▶ Exercise aim
Copy the complete listing that follows, letter for letter.

▶ Provided records
>>>>
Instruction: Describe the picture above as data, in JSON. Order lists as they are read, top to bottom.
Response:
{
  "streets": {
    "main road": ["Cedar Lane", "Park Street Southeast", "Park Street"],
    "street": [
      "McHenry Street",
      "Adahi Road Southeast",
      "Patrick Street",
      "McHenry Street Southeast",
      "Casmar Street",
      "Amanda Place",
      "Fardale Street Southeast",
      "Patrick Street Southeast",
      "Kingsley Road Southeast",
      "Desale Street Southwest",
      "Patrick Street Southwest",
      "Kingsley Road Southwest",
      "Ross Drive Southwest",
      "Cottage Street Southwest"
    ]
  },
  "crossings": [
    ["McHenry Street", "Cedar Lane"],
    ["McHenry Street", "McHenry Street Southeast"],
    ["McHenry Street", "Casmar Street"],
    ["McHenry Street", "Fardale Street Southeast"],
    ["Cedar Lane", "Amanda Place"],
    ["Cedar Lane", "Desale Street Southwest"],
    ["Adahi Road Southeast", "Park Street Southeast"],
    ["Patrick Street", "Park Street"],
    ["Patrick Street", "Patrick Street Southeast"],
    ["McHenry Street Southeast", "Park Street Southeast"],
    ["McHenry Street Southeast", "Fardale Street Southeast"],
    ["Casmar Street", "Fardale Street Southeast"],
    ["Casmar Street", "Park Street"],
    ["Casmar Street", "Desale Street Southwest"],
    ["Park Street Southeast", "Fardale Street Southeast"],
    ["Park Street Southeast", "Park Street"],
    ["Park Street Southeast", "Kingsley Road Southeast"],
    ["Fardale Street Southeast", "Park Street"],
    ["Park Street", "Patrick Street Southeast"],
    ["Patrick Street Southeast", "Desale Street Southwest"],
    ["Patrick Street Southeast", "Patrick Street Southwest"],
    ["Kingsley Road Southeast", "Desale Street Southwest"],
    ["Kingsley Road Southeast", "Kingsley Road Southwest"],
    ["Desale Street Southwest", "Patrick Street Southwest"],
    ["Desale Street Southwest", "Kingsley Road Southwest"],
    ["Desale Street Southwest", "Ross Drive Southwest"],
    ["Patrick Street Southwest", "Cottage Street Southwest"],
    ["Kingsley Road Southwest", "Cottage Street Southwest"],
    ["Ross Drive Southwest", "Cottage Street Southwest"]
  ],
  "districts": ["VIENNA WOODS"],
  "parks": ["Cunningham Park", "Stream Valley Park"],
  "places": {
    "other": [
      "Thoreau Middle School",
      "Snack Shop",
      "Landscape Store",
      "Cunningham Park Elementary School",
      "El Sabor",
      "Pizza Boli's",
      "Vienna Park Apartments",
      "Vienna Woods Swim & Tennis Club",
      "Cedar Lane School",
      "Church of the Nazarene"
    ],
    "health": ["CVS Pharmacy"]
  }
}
<<<<
▶ Finished exercise
Instruction: Describe the picture above as data, in JSON. Order lists as they are read, top to bottom.
Response:
{
  "streets": {
    "main road": ["Cedar Lane", "Park Street Southeast", "Park Street"],
    "street": [
      "McHenry Street",
      "Adahi Road Southeast",
      "Patrick Street",
      "McHenry Street Southeast",
      "Casmar Street",
      "Amanda Place",
      "Fardale Street Southeast",
      "Patrick Street Southeast",
      "Kingsley Road Southeast",
      "Desale Street Southwest",
      "Patrick Street Southwest",
      "Kingsley Road Southwest",
      "Ross Drive Southwest",
      "Cottage Street Southwest"
    ]
  },
  "crossings": [
    ["McHenry Street", "Cedar Lane"],
    ["McHenry Street", "McHenry Street Southeast"],
    ["McHenry Street", "Casmar Street"],
    ["McHenry Street", "Fardale Street Southeast"],
    ["Cedar Lane", "Amanda Place"],
    ["Cedar Lane", "Desale Street Southwest"],
    ["Adahi Road Southeast", "Park Street Southeast"],
    ["Patrick Street", "Park Street"],
    ["Patrick Street", "Patrick Street Southeast"],
    ["McHenry Street Southeast", "Park Street Southeast"],
    ["McHenry Street Southeast", "Fardale Street Southeast"],
    ["Casmar Street", "Fardale Street Southeast"],
    ["Casmar Street", "Park Street"],
    ["Casmar Street", "Desale Street Southwest"],
    ["Park Street Southeast", "Fardale Street Southeast"],
    ["Park Street Southeast", "Park Street"],
    ["Park Street Southeast", "Kingsley Road Southeast"],
    ["Fardale Street Southeast", "Park Street"],
    ["Park Street", "Patrick Street Southeast"],
    ["Patrick Street Southeast", "Desale Street Southwest"],
    ["Patrick Street Southeast", "Patrick Street Southwest"],
    ["Kingsley Road Southeast", "Desale Street Southwest"],
    ["Kingsley Road Southeast", "Kingsley Road Southwest"],
    ["Desale Street Southwest", "Patrick Street Southwest"],
    ["Desale Street Southwest", "Kingsley Road Southwest"],
    ["Desale Street Southwest", "Ross Drive Southwest"],
    ["Patrick Street Southwest", "Cottage Street Southwest"],
    ["Kingsley Road Southwest", "Cottage Street Southwest"],
    ["Ross Drive Southwest", "Cottage Street Southwest"]
  ],
  "districts": ["VIENNA WOODS"],
  "parks": ["Cunningham Park", "Stream Valley Park"],
  "places": {
    "other": [
      "Thoreau Middle School",
      "Snack Shop",
      "Landscape Store",
      "Cunningham Park Elementary School",
      "El Sabor",
      "Pizza Boli's",
      "Vienna Park Apartments",
      "Vienna Woods Swim & Tennis Club",
      "Cedar Lane School",
      "Church of the Nazarene"
    ],
    "health": ["CVS Pharmacy"]
  }
}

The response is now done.